Pas davantage qu'une abstraction, l'âme n'est une « subjectivité »; elle n'est point la somme ou la synthèse de nos représentations et il serait presque trop de dire qu'elle est en nous, - cet « en nous » invitant à l'erreur de croire que notre âme serait emprisonnée dans notre corps, comme un moteur l'est dans une machine. Or la nature de l'âme est d'être impondérable et de franchir, légère, les limites et les frontières. Elle n'est pas seulement un bien intériorisé mais la circulation entre l'intérieur et l'extérieur, la fluidité même.
Notre peau n'est pas notre limite, ainsi que l’écrivais René Daumal, mais l'un des plus subtils organes de perception. Ce qui perçoit avant nous en fissions une représentation, c'est l'âme. « Peau d'âme » disait Catherine Pozzi. La formule est admirable de justesse. L'âme ne s'oppose pas au sensible comme le voudraient les morales puritaines; elle est ce qui le rend possible. Là où l'âme agit, le monde intérieur et le monde extérieur échangent leurs puissances et s'entrepénètrent amoureusement.

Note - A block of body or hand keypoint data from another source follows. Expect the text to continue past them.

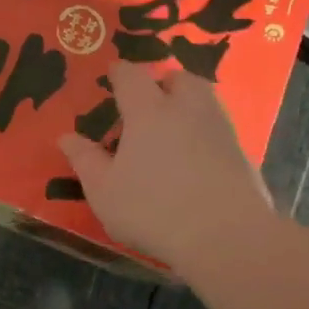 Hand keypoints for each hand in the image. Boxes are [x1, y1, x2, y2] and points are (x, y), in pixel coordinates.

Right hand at [57, 62, 273, 273]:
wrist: (225, 235)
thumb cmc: (152, 209)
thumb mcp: (104, 190)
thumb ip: (85, 160)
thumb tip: (66, 137)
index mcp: (148, 111)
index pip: (132, 76)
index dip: (120, 72)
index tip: (113, 73)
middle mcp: (187, 109)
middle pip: (178, 78)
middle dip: (163, 82)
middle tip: (150, 99)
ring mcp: (220, 128)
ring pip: (205, 98)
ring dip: (189, 102)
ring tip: (175, 124)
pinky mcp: (242, 152)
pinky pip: (220, 128)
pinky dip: (206, 131)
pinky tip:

Que serait un monde sans âme ? Celui où nous avons la disgrâce ou la chance terrible de vivre. La disgrâce; parce que le monde moderne, le monde des hommes uniformisés et des objets de série, est cette machine à fabriquer de l'interchangeable et que la Grâce, comme le savait Al-Hallaj, ne vient qu'aux uniques. Mais chance terrible aussi, car la mise-en-péril de l'essentiel en révèle la splendeur cachée, l'inaltérable beauté sise au cœur des êtres et des choses.
L'âme humaine et l'Ame du monde sont une seule âme. L'âme des paysages est âme car elle est notre âme. Celui qui perçoit l'âme d'un paysage a la sensation de s'y perdre, à cet instant où, l'air, le ciel, les arbres et le vent affluant en lui, il vacille au bord de l'extase. Il fait plus, et mieux, que le voir. Ce qu'il voit n'est que le signe de l'âme qui regarde en lui.
Telle prairie dans son apothéose fleurie éveille en nous le printemps de l'âme. Tel océan nous rappelle à l'exigence de nos abîmes. Tel vol d'hirondelles est notre pensée même et ne se distingue en rien de ce qui la perçoit en nous. L'âme est la vive, l'avivante intersection entre ce qui perçoit et ce qui est perçu. Le sentiment qui en surgit est celui du Pays perdu, la sehnsucht des Romantiques Allemands, - l'orée tremblante de l'âme.
A certaines heures, particulièrement à l'aube et au crépuscule, le visible semble s'éloigner en lui-même, dans la profondeur du regard, jusqu'à l'orée d'où reviennent, en ressacs, les ressouvenirs du Pays perdu. Ce pays n'est perdu, en vérité, que parce qu'il est trouvé. Son absence est l'espace de son advenue.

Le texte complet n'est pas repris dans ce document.